#### Dataset entries:
__________

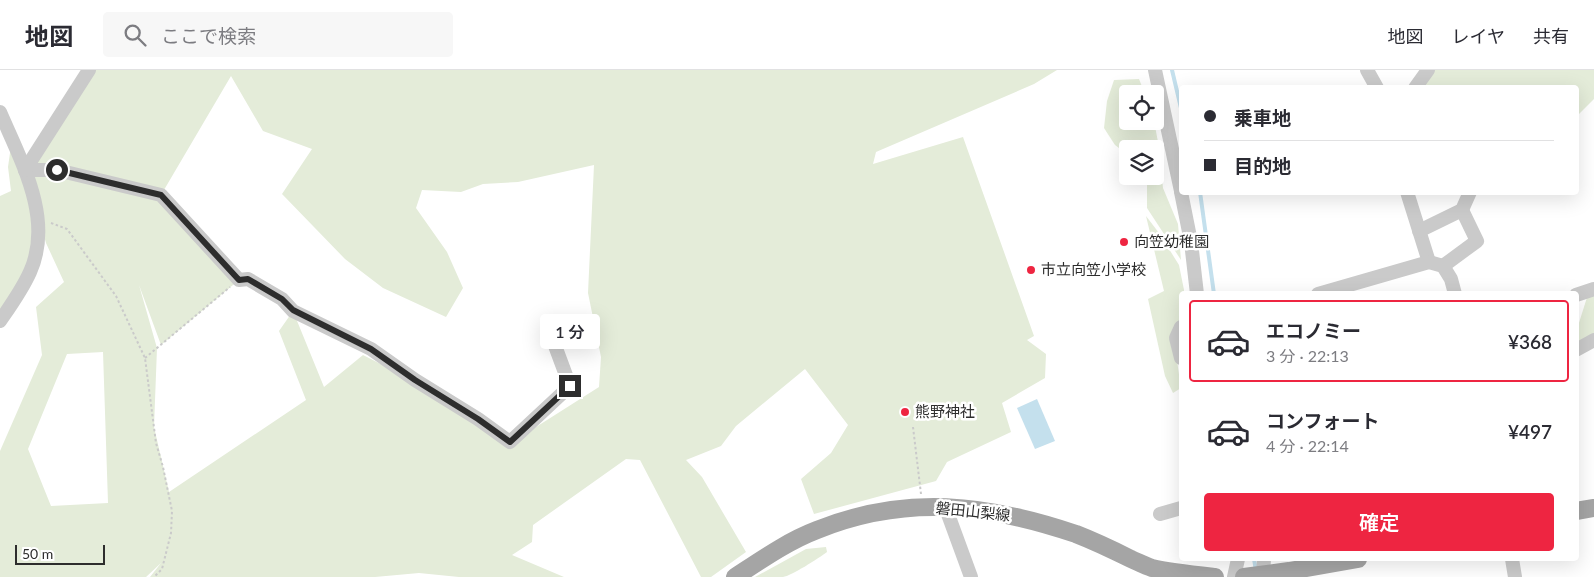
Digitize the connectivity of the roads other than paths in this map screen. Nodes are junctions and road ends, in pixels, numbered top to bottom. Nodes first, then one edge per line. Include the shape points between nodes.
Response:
1 (89, 70) edge
2 (1155, 70) edge
3 (1367, 70) edge
4 (1428, 70) edge
5 (1375, 85) edge
6 (1417, 85) edge
7 (0, 112) edge
8 (1179, 168) edge
9 (25, 170) junction
10 (1182, 195) edge
11 (1408, 195) edge
12 (1469, 195) edge
13 (1462, 210) junction
14 (1420, 231) junction
15 (1429, 262) junction
16 (1443, 266) junction
17 (1594, 288) edge
18 (1197, 291) edge
19 (1328, 291) edge
20 (1454, 291) edge
21 (1579, 295) edge
22 (0, 321) edge
23 (1179, 331) edge
24 (551, 335) dead end
25 (1594, 340) edge
26 (1579, 348) edge
27 (1179, 350) edge
28 (945, 506) junction
29 (1594, 508) edge
30 (1179, 509) edge
31 (1579, 511) edge
32 (1160, 514) dead end
33 (1238, 561) edge
34 (1334, 561) edge
35 (1512, 561) edge
36 (1263, 567) edge
37 (735, 577) edge
38 (971, 577) edge
39 (1216, 577) edge
40 (1234, 577) edge
41 (1244, 577) edge
42 (1516, 577) edge

1 - 9 street
2 - 8 street
3 - 5 street
4 - 6 street
7 - 9 street
9 - 22 street via 39,218 38,246 20,292
9 - 24 street via 57,170 161,195 239,280 248,279 282,299 293,310 371,349 510,442 570,386
10 - 18 street
11 - 14 street
12 - 13 street
13 - 14 street
13 - 16 street via 1477,241
14 - 15 street
15 - 16 street
15 - 19 street
16 - 20 street
17 - 21 street
23 - 27 street via 1176,338
25 - 26 street
28 - 37 main road, 磐田山梨線 via 888,510 816,530 769,554
28 - 38 street
28 - 39 main road, 磐田山梨線 via 1010,515 1077,535 1151,568
29 - 31 main road
30 - 32 street
33 - 40 street
34 - 36 main road
35 - 42 street
36 - 41 main road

__________

#### Required work:
Every record above must be printed exactly, except for its images.

#### Exercise result:
Digitize the connectivity of the roads other than paths in this map screen. Nodes are junctions and road ends, in pixels, numbered top to bottom. Nodes first, then one edge per line. Include the shape points between nodes.
Response:
1 (89, 70) edge
2 (1155, 70) edge
3 (1367, 70) edge
4 (1428, 70) edge
5 (1375, 85) edge
6 (1417, 85) edge
7 (0, 112) edge
8 (1179, 168) edge
9 (25, 170) junction
10 (1182, 195) edge
11 (1408, 195) edge
12 (1469, 195) edge
13 (1462, 210) junction
14 (1420, 231) junction
15 (1429, 262) junction
16 (1443, 266) junction
17 (1594, 288) edge
18 (1197, 291) edge
19 (1328, 291) edge
20 (1454, 291) edge
21 (1579, 295) edge
22 (0, 321) edge
23 (1179, 331) edge
24 (551, 335) dead end
25 (1594, 340) edge
26 (1579, 348) edge
27 (1179, 350) edge
28 (945, 506) junction
29 (1594, 508) edge
30 (1179, 509) edge
31 (1579, 511) edge
32 (1160, 514) dead end
33 (1238, 561) edge
34 (1334, 561) edge
35 (1512, 561) edge
36 (1263, 567) edge
37 (735, 577) edge
38 (971, 577) edge
39 (1216, 577) edge
40 (1234, 577) edge
41 (1244, 577) edge
42 (1516, 577) edge

1 - 9 street
2 - 8 street
3 - 5 street
4 - 6 street
7 - 9 street
9 - 22 street via 39,218 38,246 20,292
9 - 24 street via 57,170 161,195 239,280 248,279 282,299 293,310 371,349 510,442 570,386
10 - 18 street
11 - 14 street
12 - 13 street
13 - 14 street
13 - 16 street via 1477,241
14 - 15 street
15 - 16 street
15 - 19 street
16 - 20 street
17 - 21 street
23 - 27 street via 1176,338
25 - 26 street
28 - 37 main road, 磐田山梨線 via 888,510 816,530 769,554
28 - 38 street
28 - 39 main road, 磐田山梨線 via 1010,515 1077,535 1151,568
29 - 31 main road
30 - 32 street
33 - 40 street
34 - 36 main road
35 - 42 street
36 - 41 main road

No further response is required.